I'm going to my second question even though I'm still confused, maybe it will me understand the whole thing. Well, what's the point of having a structure with a 'first' and 'last' pointer? I suppose it's to make easier looping through all the elements? Or maybe not?
Last year, I learned linked lists using only the first structure you see on the first post, this year, I'm learning to use them with the second structure with a 'first' and 'last' pointer and I didn't get the idea. Why do we do it like this? What's the purpose? And using this 2 structures, how would you loop through the linked-list? What advantages do we get by using a structure with a 'first' and 'last' pointers?
• 12-12-2007
tabstop
Quote:

Originally Posted by Nazgulled
I'm still confused how 'q->first' has all the elements added to the queue.
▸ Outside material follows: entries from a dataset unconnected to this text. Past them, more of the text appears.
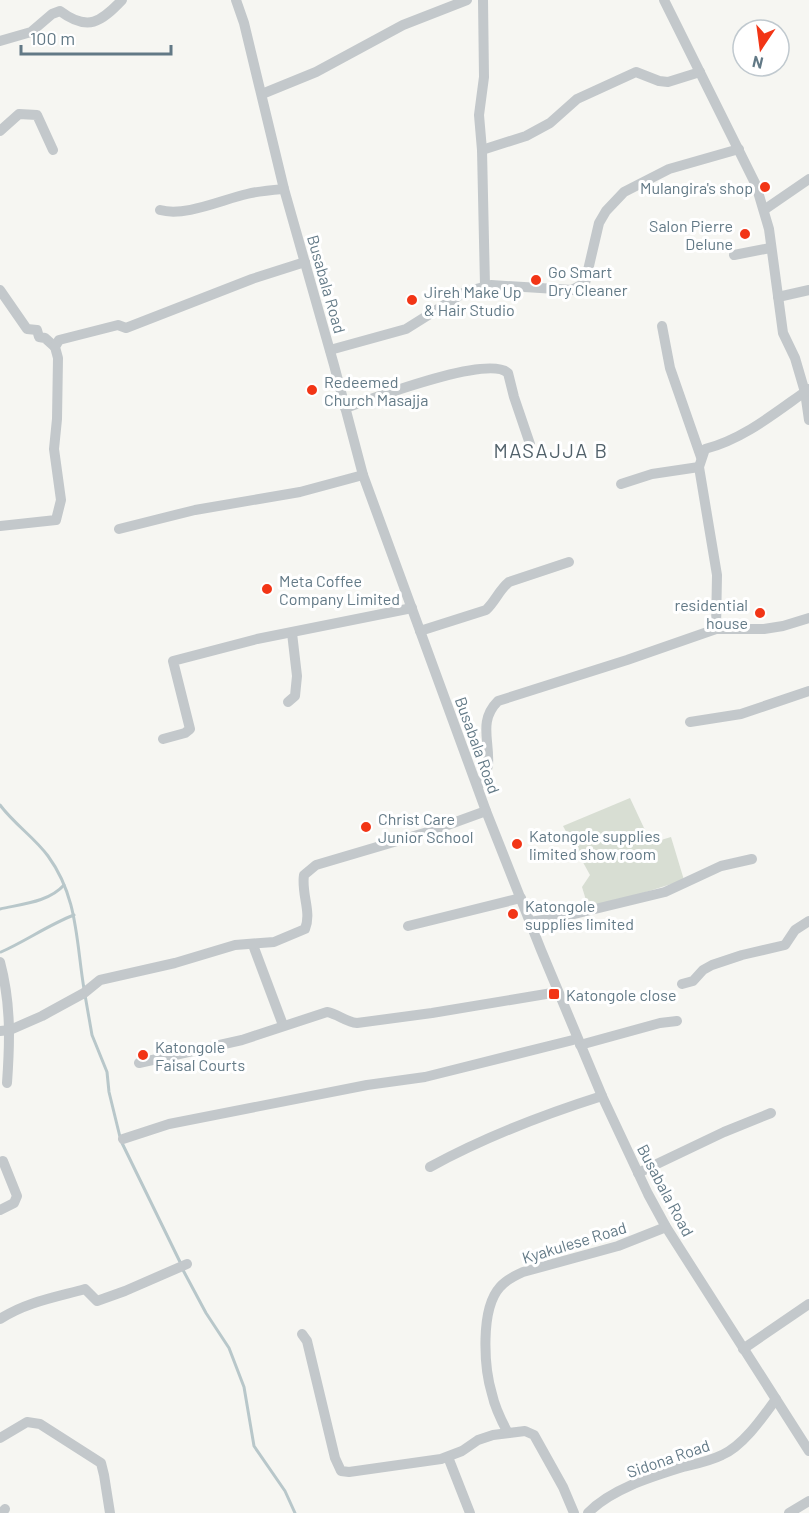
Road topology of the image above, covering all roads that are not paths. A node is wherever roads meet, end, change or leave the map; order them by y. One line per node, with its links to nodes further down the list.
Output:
1 (122, 0): 6 (street)
2 (236, 0): 8 (street, Busabala Road)
3 (483, 0): 12 (street)
4 (664, 0): 7 (street)
5 (462, 1): 8 (street)
6 (0, 41)
7 (700, 72): 10 (street); 12 (street)
8 (262, 94): 14 (street, Busabala Road)
9 (0, 131): 11 (street)
10 (739, 149): 16 (street); 20 (street)
11 (53, 150)
12 (482, 150): 20 (street)
13 (809, 179): 16 (street)
14 (284, 189): 15 (street); 19 (street, Busabala Road)
15 (160, 210)
16 (764, 210): 17 (street)
17 (770, 248): 18 (street); 23 (street)
18 (734, 255)
19 (305, 262): 25 (street); 26 (street, Busabala Road)
20 (485, 286): 26 (street)
21 (0, 290): 25 (street)
22 (809, 290): 23 (street)
23 (778, 297): 27 (street)
24 (662, 326): 31 (street)
25 (55, 347): 34 (street)
26 (330, 350): 28 (street, Busabala Road)
27 (807, 391): 29 (street); 31 (street)
28 (345, 408): 30 (street); 32 (street, Busabala Road)
29 (809, 420)
30 (530, 444)
31 (700, 462): 33 (street); 39 (street)
32 (363, 475): 35 (street); 37 (street, Busabala Road)
33 (621, 484)
34 (0, 526)
35 (119, 529)
36 (569, 561): 40 (street)
37 (412, 608): 40 (street, Busabala Road); 41 (street)
38 (809, 618): 39 (street)
39 (716, 628): 46 (street)
40 (420, 631): 46 (street, Busabala Road)
41 (292, 633): 43 (street); 45 (street)
42 (809, 691): 44 (street)
43 (288, 702)
44 (690, 722)
45 (163, 739)
46 (478, 787): 47 (street, Busabala Road)
47 (486, 811): 49 (street, Busabala Road); 53 (street)
48 (752, 859): 51 (street)
49 (521, 898): 51 (street, Busabala Road); 52 (street)
50 (809, 921): 55 (street)
51 (530, 922): 56 (street, Busabala Road)
52 (408, 926)
53 (253, 945): 58 (street); 59 (street)
54 (0, 962): 59 (street)
55 (681, 984)
56 (558, 992): 58 (street); 60 (street, Busabala Road)
57 (677, 1021): 60 (street)
58 (283, 1025): 61 (street)
59 (5, 1030): 62 (street)
60 (579, 1042): 63 (street, Busabala Road); 65 (street)
61 (139, 1063)
62 (7, 1083)
63 (602, 1096): 67 (street); 68 (street, Busabala Road)
64 (771, 1113): 68 (street)
65 (123, 1139)
66 (3, 1161): 69 (street)
67 (430, 1167)
68 (638, 1173): 70 (street, Busabala Road)
69 (0, 1210)
70 (666, 1227): 75 (street, Busabala Road); 77 (street, Kyakulese Road)
71 (187, 1264): 73 (street)
72 (809, 1304): 75 (street)
73 (0, 1318)
74 (302, 1334): 80 (street)
75 (743, 1349): 76 (street, Busabala Road)
76 (776, 1399): 79 (street, Busabala Road); 85 (street, Sidona Road)
77 (508, 1433): 80 (street); 84 (street)
78 (0, 1438): 82 (street)
79 (809, 1451)
80 (448, 1457): 83 (street)
81 (809, 1501): 86 (street)
82 (110, 1513)
83 (470, 1513)
84 (574, 1513)
85 (588, 1513)
86 (789, 1513)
We only set one element one time in the code to 'q->first', and that is when q->last is null. After that, we will never add any new elements to 'q->first' how the hell looping through q->first prints all the elements?
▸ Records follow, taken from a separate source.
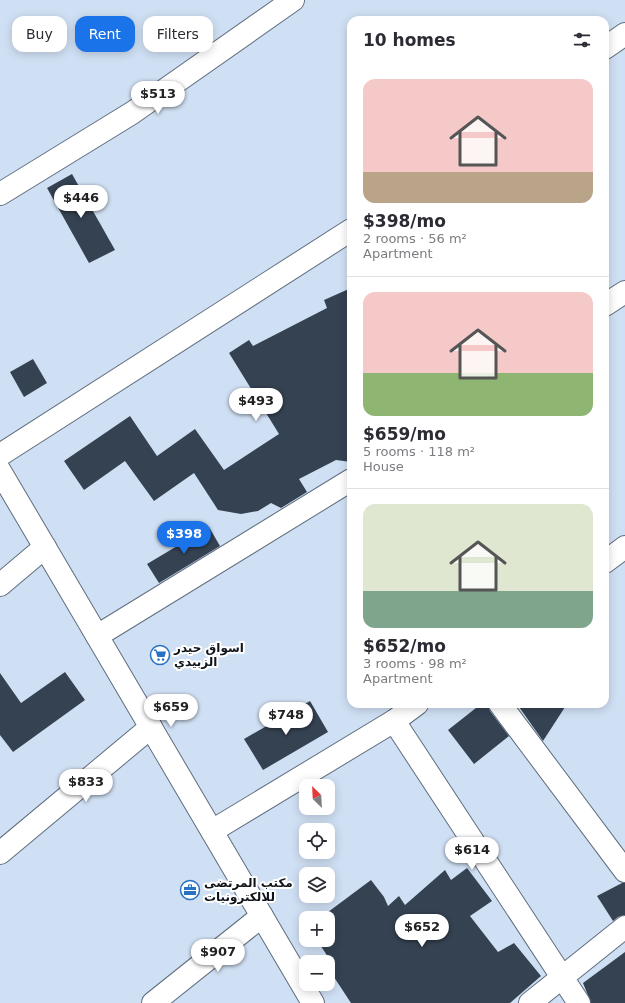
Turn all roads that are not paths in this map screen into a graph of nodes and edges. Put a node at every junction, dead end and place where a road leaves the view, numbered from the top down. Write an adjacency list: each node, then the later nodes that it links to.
1 (293, 0): 4 (street)
2 (625, 34): 3 (street)
3 (609, 45)
4 (0, 194)
5 (347, 233): 8 (street)
6 (625, 292): 7 (street)
7 (609, 302)
8 (0, 455)
9 (0, 471): 11 (street)
10 (347, 482): 15 (street)
11 (45, 547): 14 (street); 15 (street)
12 (625, 547): 13 (street)
13 (609, 559)
14 (0, 585)
15 (97, 636): 19 (street)
16 (412, 708): 18 (street)
17 (503, 708): 22 (street)
18 (394, 721): 20 (street); 25 (street)
19 (151, 727): 20 (street); 21 (street)
20 (212, 831): 23 (street)
21 (0, 853)
22 (625, 871)
23 (262, 916): 26 (street); 27 (street)
24 (625, 927): 25 (street)
25 (562, 977): 28 (street); 29 (street)
26 (153, 1003)
27 (313, 1003)
28 (530, 1003)
29 (579, 1003)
Look at the pretty picture again. The links are in the nodes themselves. Neither q.first or q. last "know" anything about anybody else in the list. q.first points at the first node. The first node points at the second node. The second node points at the third node. The third node points at the fourth node. And so on, until you get to the last node, which doesn't point at anything.

And just to make the point, I'll pick nits about terminology: you're not looping through q.first. q.first is just a pointer. But each node has a pointer in it, so you can follow the nodes, starting at q.first. q.first is not a linked list. q.last is not a linked list. q is the linked list; you're looping through q. q.first (or q.last) just give you a place to start.

Quote:

Originally Posted by nazgulled
I'm going to my second question even though I'm still confused, maybe it will me understand the whole thing. Well, what's the point of having a structure with a 'first' and 'last' pointer? I suppose it's to make easier looping through all the elements? Or maybe not?
Last year, I learned linked lists using only the first structure you see on the first post, this year, I'm learning to use them with the second structure with a 'first' and 'last' pointer and I didn't get the idea. Why do we do it like this? What's the purpose? And using this 2 structures, how would you loop through the linked-list? What advantages do we get by using a structure with a 'first' and 'last' pointers?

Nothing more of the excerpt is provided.